#### Records
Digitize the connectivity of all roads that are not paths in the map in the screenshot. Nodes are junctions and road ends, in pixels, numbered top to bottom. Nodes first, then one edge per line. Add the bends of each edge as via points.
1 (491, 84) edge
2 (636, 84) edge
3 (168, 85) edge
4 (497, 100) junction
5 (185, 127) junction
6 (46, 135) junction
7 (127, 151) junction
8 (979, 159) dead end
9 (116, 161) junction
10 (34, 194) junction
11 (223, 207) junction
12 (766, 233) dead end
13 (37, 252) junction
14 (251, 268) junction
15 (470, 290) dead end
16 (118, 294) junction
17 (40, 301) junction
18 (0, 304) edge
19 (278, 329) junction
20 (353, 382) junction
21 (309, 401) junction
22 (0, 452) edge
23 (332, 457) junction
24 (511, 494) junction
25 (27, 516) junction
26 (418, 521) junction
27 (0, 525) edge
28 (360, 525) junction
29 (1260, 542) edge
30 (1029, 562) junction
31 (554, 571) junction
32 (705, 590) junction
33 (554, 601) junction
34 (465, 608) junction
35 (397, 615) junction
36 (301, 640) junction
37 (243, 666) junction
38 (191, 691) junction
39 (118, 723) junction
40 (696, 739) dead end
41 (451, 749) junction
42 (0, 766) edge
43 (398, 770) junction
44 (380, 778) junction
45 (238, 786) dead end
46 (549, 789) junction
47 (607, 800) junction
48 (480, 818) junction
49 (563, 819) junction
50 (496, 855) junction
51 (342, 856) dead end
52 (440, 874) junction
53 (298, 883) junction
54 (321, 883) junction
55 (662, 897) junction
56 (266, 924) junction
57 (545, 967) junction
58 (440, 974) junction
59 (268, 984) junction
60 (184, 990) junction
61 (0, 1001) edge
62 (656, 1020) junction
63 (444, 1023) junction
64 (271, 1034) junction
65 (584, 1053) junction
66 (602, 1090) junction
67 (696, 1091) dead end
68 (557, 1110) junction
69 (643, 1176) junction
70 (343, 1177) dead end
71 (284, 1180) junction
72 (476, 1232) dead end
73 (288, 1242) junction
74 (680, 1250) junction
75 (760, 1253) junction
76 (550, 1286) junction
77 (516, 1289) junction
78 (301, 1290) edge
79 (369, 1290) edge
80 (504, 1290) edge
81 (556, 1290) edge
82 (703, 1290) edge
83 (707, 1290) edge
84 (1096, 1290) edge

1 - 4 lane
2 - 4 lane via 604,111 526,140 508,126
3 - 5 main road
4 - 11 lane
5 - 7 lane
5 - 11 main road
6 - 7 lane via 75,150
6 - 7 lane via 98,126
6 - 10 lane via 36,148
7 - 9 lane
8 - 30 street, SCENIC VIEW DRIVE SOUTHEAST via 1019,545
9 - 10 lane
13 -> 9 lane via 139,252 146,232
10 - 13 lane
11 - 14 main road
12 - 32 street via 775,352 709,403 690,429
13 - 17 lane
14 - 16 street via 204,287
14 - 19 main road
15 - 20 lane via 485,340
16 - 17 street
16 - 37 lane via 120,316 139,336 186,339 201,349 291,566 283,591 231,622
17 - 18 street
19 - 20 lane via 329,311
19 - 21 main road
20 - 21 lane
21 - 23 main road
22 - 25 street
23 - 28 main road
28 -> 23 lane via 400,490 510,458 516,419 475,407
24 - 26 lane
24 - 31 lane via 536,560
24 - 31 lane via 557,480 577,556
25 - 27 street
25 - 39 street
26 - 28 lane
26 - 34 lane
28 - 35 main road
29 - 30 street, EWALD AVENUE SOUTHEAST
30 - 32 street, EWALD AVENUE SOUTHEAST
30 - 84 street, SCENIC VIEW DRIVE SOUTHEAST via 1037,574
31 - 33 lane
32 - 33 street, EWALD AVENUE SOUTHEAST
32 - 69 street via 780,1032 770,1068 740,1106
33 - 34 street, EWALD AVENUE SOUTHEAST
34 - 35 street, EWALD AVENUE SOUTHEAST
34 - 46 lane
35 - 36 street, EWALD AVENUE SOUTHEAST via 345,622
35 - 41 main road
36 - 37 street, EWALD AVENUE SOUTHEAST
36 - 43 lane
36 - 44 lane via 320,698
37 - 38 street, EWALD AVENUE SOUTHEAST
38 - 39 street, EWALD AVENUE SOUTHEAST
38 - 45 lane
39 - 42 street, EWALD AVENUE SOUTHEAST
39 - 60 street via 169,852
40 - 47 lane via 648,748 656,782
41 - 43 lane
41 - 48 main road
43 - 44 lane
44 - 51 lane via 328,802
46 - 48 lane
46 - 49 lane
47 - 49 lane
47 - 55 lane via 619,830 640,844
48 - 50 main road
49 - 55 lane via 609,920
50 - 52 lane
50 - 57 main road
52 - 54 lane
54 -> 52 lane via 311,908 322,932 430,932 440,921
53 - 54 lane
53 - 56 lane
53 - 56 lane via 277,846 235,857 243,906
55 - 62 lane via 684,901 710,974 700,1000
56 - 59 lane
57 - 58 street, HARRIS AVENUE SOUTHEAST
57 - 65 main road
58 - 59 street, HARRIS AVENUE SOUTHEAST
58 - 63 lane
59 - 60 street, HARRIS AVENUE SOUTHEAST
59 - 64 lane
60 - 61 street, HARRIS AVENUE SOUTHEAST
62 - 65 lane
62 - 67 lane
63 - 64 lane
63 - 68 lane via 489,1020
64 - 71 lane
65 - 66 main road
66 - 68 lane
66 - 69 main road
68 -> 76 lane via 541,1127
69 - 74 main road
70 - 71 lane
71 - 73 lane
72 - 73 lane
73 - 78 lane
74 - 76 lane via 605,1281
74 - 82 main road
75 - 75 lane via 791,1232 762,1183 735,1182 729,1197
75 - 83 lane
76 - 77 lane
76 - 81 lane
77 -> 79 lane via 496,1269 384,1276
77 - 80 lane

#### Aim of the task
Check every line of the data, and copy the ones that contain "HARRIS".

#### Solution to this exercise
57 - 58 street, HARRIS AVENUE SOUTHEAST
58 - 59 street, HARRIS AVENUE SOUTHEAST
59 - 60 street, HARRIS AVENUE SOUTHEAST
60 - 61 street, HARRIS AVENUE SOUTHEAST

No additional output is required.